Exactly as written, reproduce the lines from the beginning of the data through the line containing "ring tip: (375, 287)"; the pictures are not reproduced.

◇ ◇ ◇ ◇ ◇

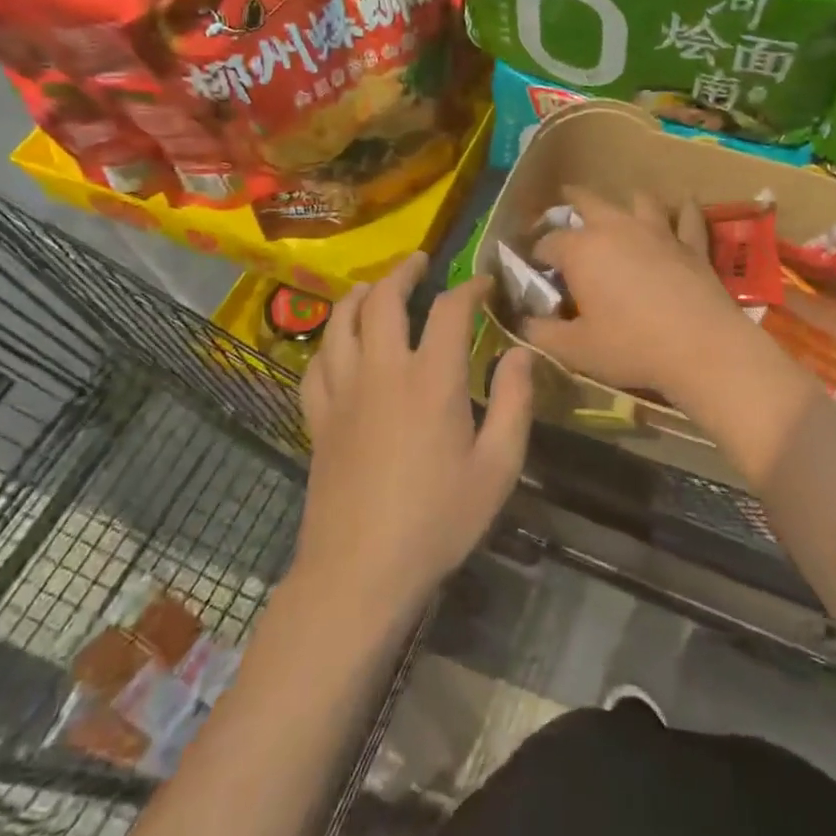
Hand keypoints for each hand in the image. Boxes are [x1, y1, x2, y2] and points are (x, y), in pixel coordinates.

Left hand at [295, 253, 533, 616]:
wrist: (360, 573)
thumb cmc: (438, 521)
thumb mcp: (498, 467)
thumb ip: (514, 403)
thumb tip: (520, 352)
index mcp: (431, 380)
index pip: (449, 310)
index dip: (469, 287)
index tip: (484, 283)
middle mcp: (381, 371)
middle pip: (382, 300)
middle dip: (402, 273)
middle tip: (420, 262)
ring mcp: (342, 393)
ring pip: (340, 322)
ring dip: (359, 295)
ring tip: (375, 287)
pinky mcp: (317, 419)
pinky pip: (315, 363)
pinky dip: (329, 340)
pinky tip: (339, 343)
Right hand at [523, 187, 776, 408]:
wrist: (701, 346)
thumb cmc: (630, 346)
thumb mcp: (574, 350)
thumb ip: (542, 333)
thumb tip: (525, 323)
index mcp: (581, 250)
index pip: (547, 242)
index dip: (536, 254)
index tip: (533, 266)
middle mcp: (616, 228)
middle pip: (588, 201)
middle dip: (572, 201)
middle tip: (565, 202)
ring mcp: (658, 231)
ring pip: (638, 200)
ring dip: (626, 200)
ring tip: (621, 205)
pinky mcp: (691, 243)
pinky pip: (687, 217)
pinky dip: (684, 209)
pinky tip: (685, 203)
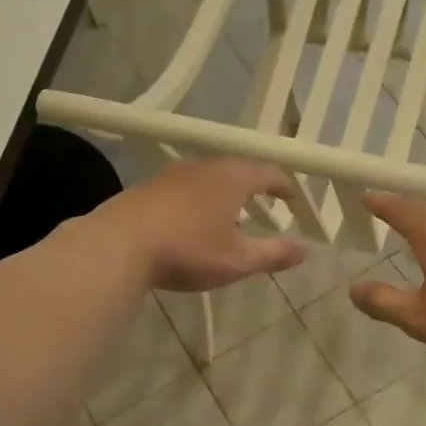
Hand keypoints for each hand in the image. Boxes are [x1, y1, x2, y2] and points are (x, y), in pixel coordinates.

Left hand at [94, 158, 305, 291]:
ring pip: (208, 176)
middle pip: (237, 169)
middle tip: (265, 203)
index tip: (293, 198)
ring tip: (230, 213)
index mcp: (232, 178)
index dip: (284, 185)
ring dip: (224, 192)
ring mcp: (172, 174)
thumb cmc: (188, 250)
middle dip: (254, 186)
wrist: (119, 245)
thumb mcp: (238, 259)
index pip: (267, 172)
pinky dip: (199, 198)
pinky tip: (192, 220)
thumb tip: (306, 249)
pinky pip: (184, 187)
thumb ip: (274, 253)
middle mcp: (204, 166)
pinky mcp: (148, 186)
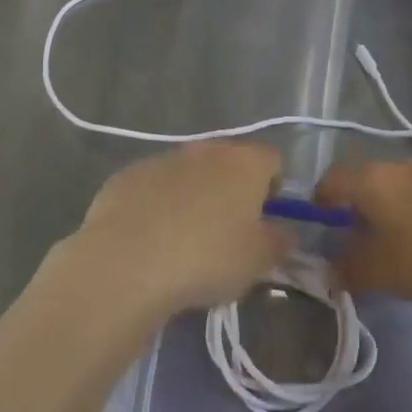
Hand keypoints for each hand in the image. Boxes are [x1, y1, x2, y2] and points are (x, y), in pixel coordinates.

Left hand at [63, 144, 292, 316]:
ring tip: (184, 241)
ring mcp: (163, 158)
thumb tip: (285, 230)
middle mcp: (206, 149)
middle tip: (226, 233)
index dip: (274, 189)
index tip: (265, 222)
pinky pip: (154, 186)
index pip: (273, 160)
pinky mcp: (127, 174)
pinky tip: (150, 239)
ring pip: (189, 172)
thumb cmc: (206, 258)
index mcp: (245, 162)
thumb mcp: (258, 261)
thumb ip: (279, 241)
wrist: (126, 261)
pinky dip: (157, 205)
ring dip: (193, 196)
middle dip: (231, 190)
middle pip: (229, 162)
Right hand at [315, 158, 411, 310]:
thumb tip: (330, 267)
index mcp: (376, 179)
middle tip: (361, 247)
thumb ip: (350, 269)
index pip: (331, 179)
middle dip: (357, 211)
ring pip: (399, 186)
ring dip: (391, 211)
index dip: (319, 203)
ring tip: (402, 249)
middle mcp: (403, 163)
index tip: (322, 232)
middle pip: (366, 180)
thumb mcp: (388, 273)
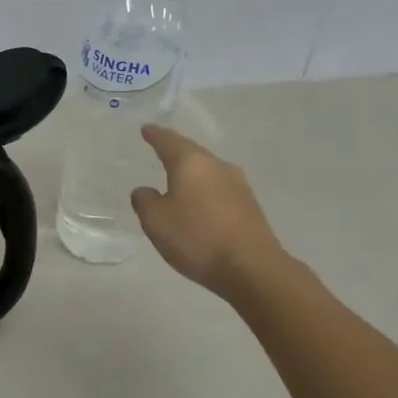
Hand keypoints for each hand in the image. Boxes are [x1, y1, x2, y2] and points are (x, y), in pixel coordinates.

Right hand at [131, 125, 294, 300]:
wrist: (252, 268)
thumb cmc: (197, 238)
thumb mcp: (156, 221)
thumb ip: (145, 201)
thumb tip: (145, 190)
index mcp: (191, 163)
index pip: (169, 141)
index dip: (155, 135)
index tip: (147, 129)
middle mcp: (217, 166)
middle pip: (192, 152)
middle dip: (176, 150)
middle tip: (161, 148)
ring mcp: (238, 185)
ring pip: (209, 170)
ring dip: (193, 172)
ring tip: (179, 176)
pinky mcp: (250, 206)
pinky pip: (219, 189)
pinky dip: (205, 190)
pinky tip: (200, 201)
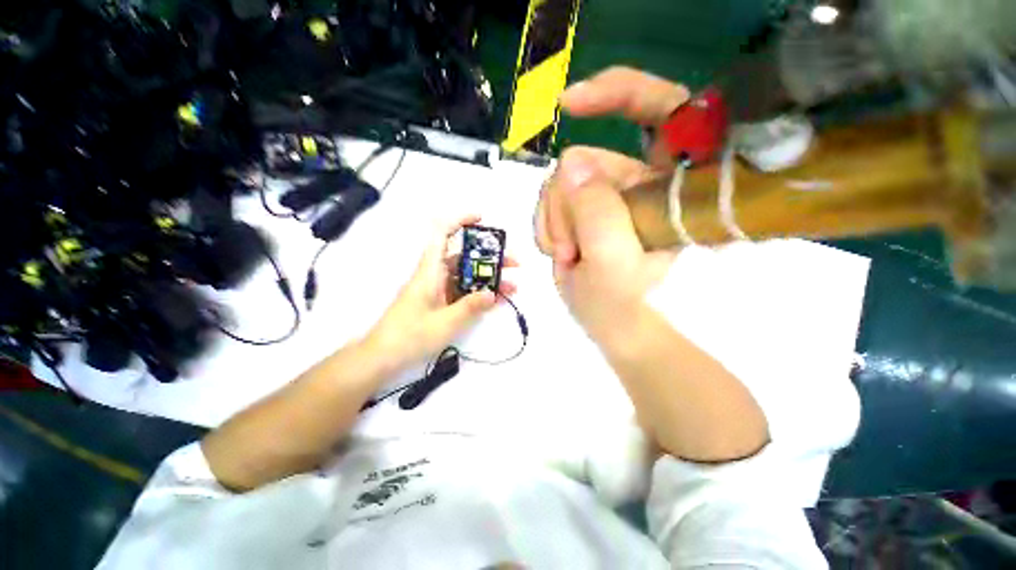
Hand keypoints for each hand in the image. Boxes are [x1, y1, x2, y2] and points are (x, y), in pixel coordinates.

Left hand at [367, 215, 517, 369]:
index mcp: (431, 271)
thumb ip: (471, 306)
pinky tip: (496, 300)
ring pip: (466, 276)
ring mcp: (437, 289)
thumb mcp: (446, 322)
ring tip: (512, 287)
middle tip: (514, 264)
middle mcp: (434, 275)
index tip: (482, 219)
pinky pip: (462, 291)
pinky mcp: (439, 302)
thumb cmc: (411, 336)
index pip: (442, 235)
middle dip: (490, 258)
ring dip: (488, 279)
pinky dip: (479, 293)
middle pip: (464, 257)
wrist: (384, 357)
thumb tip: (493, 293)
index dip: (461, 221)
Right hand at [536, 68, 688, 342]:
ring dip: (553, 222)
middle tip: (567, 250)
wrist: (621, 334)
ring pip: (562, 185)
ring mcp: (608, 201)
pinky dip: (548, 228)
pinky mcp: (586, 217)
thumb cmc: (629, 308)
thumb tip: (570, 164)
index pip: (658, 109)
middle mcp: (637, 185)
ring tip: (565, 258)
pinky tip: (557, 254)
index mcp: (665, 185)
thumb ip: (594, 210)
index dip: (618, 93)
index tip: (569, 103)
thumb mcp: (611, 262)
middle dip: (565, 204)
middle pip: (586, 161)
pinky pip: (553, 204)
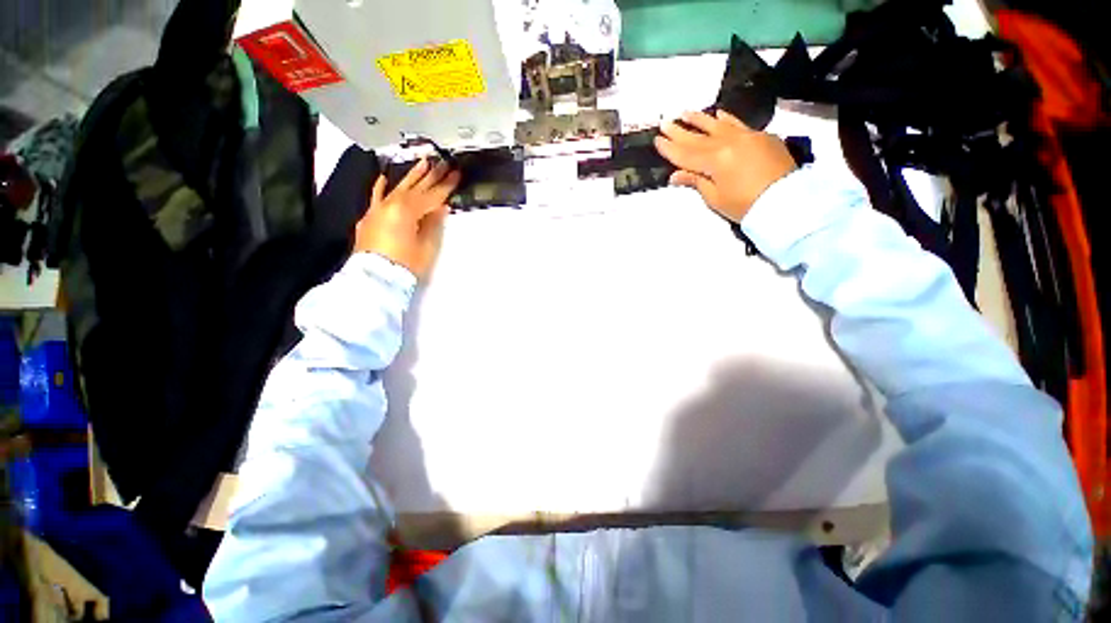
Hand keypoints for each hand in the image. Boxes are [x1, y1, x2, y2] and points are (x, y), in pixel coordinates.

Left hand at [354, 158, 460, 279]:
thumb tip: (441, 207)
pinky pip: (376, 197)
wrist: (376, 278)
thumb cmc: (406, 264)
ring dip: (412, 176)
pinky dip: (381, 187)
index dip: (446, 186)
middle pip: (416, 188)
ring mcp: (379, 209)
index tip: (456, 174)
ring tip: (423, 162)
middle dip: (432, 176)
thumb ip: (434, 223)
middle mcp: (392, 204)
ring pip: (399, 188)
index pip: (432, 195)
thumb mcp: (427, 246)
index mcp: (408, 211)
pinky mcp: (371, 217)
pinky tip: (384, 176)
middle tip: (443, 162)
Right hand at [654, 109, 797, 222]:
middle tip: (665, 122)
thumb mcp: (715, 198)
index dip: (670, 149)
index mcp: (715, 160)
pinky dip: (726, 119)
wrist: (786, 201)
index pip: (686, 154)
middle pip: (698, 138)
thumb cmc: (745, 205)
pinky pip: (738, 123)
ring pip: (717, 125)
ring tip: (685, 113)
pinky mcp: (760, 136)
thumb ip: (696, 182)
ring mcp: (746, 136)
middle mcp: (728, 142)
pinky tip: (717, 114)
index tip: (657, 140)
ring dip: (700, 120)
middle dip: (679, 131)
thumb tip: (675, 175)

◇ ◇ ◇ ◇ ◇

RESULT OF THE TASK:
Hand keypoints for each hand in the image. Boxes are [x1, y1, x2, y2] and points are (x, y), in pixel coordinates.

Left hand at [295, 253, 533, 616]:
wrist: (360, 573)
thumb cmc: (438, 521)
thumb mcp: (498, 467)
thumb ip: (514, 403)
thumb tip: (520, 352)
index mcp: (431, 380)
index pip: (449, 310)
index dip: (469, 287)
index tip: (484, 283)
middle mcp: (381, 371)
middle pip: (382, 300)
middle dip: (402, 273)
middle tip: (420, 262)
ring mcp: (342, 393)
ring pip: (340, 322)
ring dip: (359, 295)
ring tip: (375, 287)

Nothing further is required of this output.